Reference is made to FIG. 3. FIG. 3 is a schematic diagram showing an image capture unit 140 connected a main board 190 in the meter monitoring device 100 according to an embodiment of the present disclosure. As shown in FIG. 3, the meter monitoring device 100 further includes a main board 190. The main system M1 is disposed on the main board 190, but the disclosure should not be limited in this regard. The main board 190 includes plural fixed connection sockets 192. The fixed connection sockets 192 are arranged on the main board 190 and form a matrix (for example, a matrix of 7×10), but the disclosure should not be limited in this regard. The image capture unit 140 includes a lens 142 and six connection plugs 144. The lens 142 is opposite to the surface 210 of the meter device 200 to capture an image of the surface 210. The connection plugs 144 are disposed on a side of the image capture unit 140 opposite to the lens 142. The connection plugs 144 are pluggably connected to one or more fixed connection sockets 192 of the fixed connection sockets matrix, according to the number of the connection plugs 144. Accordingly, the relative position of the image capture unit 140 on the surface 210 is adjustable by adjusting the connection position between the connection plug 144 and the main board 190, thereby enabling the image capture unit 140 of the meter monitoring device 100 of the present disclosure to conform to the different meter devices 200 on the market with various specifications and arrangements of the surfaces.

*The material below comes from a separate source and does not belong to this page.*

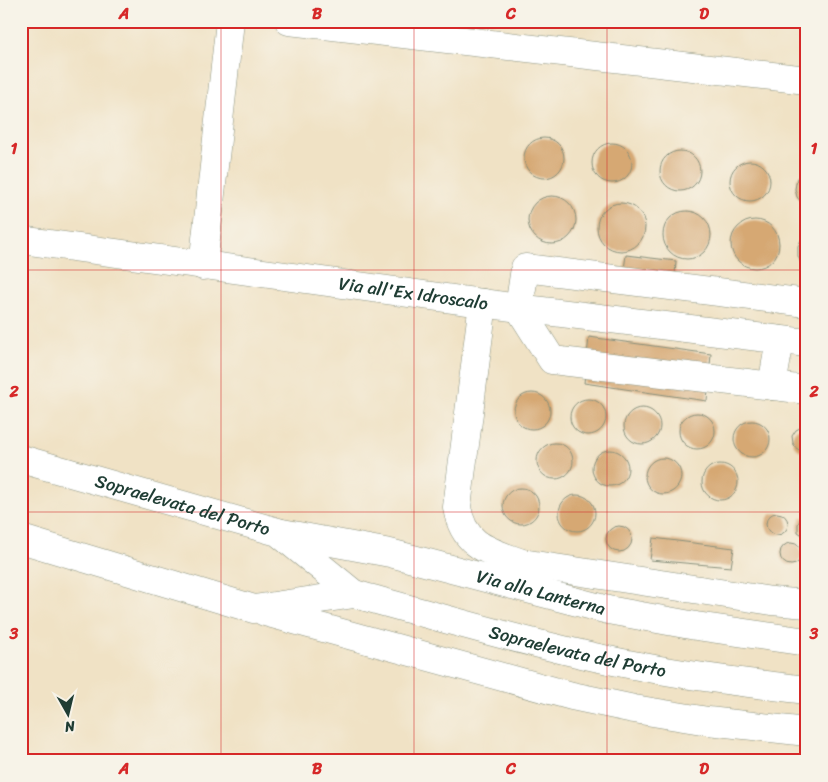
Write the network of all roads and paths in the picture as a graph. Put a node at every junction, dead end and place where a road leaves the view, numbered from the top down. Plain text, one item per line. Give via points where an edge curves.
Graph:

Moreover, in the embodiment, each of the connection plugs 144 is a foot pin, but the disclosure should not be limited in this regard. The length of the foot pin is determined by the focal length of the lens 142. A distance between the image capture unit 140 and the surface 210 is adjusted by selecting a foot pin with an appropriate length. As such, the image capture unit 140 can clearly capture the images of the surfaces 210 (as shown in FIG. 4) of the various meter devices 200 (such as a water meter, an electric meter, a gas meter and so on) on the market. The image capture unit 140 is electrically connected to the image identification unit 160 and the storage unit 170 in the main system M1 via the connection wire T. As such, the images of the surface 210 captured by the image capture unit 140 are transmitted to the image identification unit 160 or the storage unit 170 in the main system M1 via the connection wire T.

In some embodiments, the numbers and the positions of the fixed connection sockets 192 and the connection plugs 144 are flexibly adjusted according to actual needs. The disclosure should not be limited in FIG. 3.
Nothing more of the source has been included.